This argument makes me think of something we often hear in politics: some politician says “my opponent cannot represent the XXXXXX people, can’t understand their problems, because he isn’t one himself” where XXXXXX stands for whatever group – demographic, economic, whatever – the pol is trying to appeal to. Most people will reject this demagoguery; no politician can be a member of every group, and we try to elect political leaders who will study their dossiers, consult with their advisers, do their best to familiarize themselves with everyone’s problems.

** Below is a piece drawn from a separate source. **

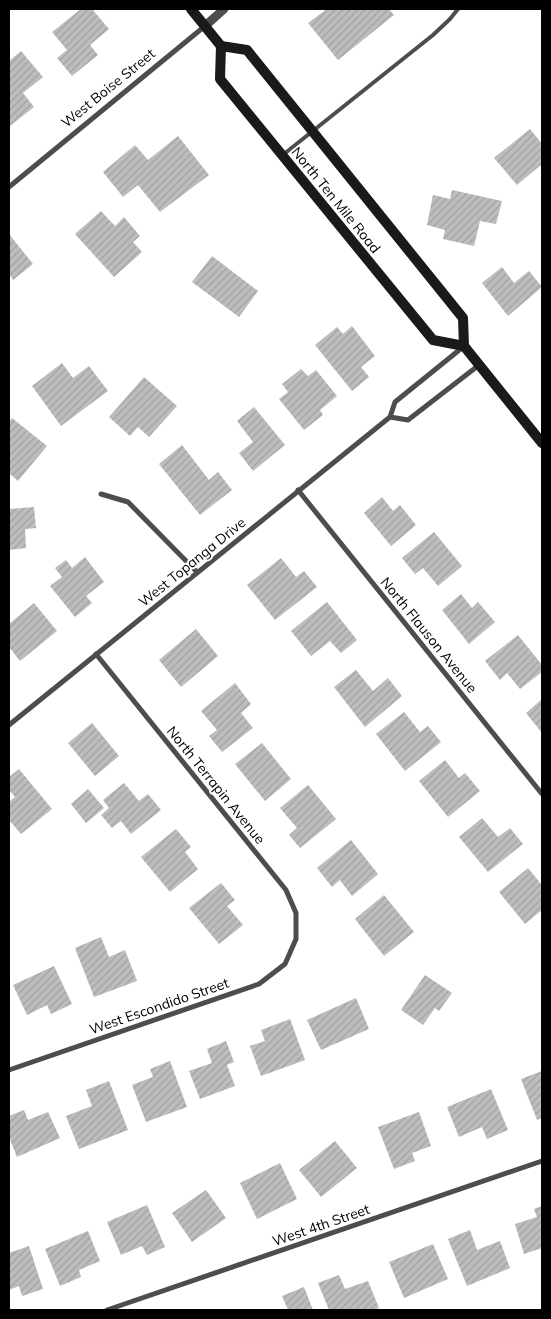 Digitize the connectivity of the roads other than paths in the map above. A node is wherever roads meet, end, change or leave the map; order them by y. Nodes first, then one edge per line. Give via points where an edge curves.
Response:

Yes, Will, you’re right, and I made my comments based on personal experiences over the last 25 to 30 years. I probably misinterpreted things, based on Monica’s photo, which jaded my viewpoint. This article is data-driven, but I had skepticism about the messenger. If that’s unfair, then I apologize and I’ll back off those comments. I knew, however, ahead of time, if I left them, I’d get a strong response back. And, please, let me be clear, so we don’t have any misunderstandings, I’m in no way jealous or envious of anyone’s athletic success. I’m way beyond that kind of thing at this stage of life. Let me restate what I said, earlier, like everyone, I have an opinion, right or wrong. And, if I’m wrong, I have to admit that.
Informative and well researched article. Looking forward to part.
Great article Monica. As a baby boomer pushing the big 60, I have been working out for about 30 years in a variety of disciplines. Not only has it kept me engaged in life in a physically active and social sense, but it has helped me overcome a traumatic back and spinal cord injury as well mental duress caused by extreme personal loss. I view a lifestyle of continued learning about nutrition and physical activity imperative to anyone wanting to live a rewarding life, especially in one’s later years. A conditioned mind and body will help you get through the tough times as well as let you thoroughly enjoy the good times. Keep spreading the word. Cheers. FZ
Frank, thank you for sharing your experience with us. It is always nice to hear true real life stories, proving that successful aging is possible to accomplish.
Kudos for the article. There’s some significant research there. I agree with the earlier post, a summary of ‘do’s and don’ts’ at some point would be good.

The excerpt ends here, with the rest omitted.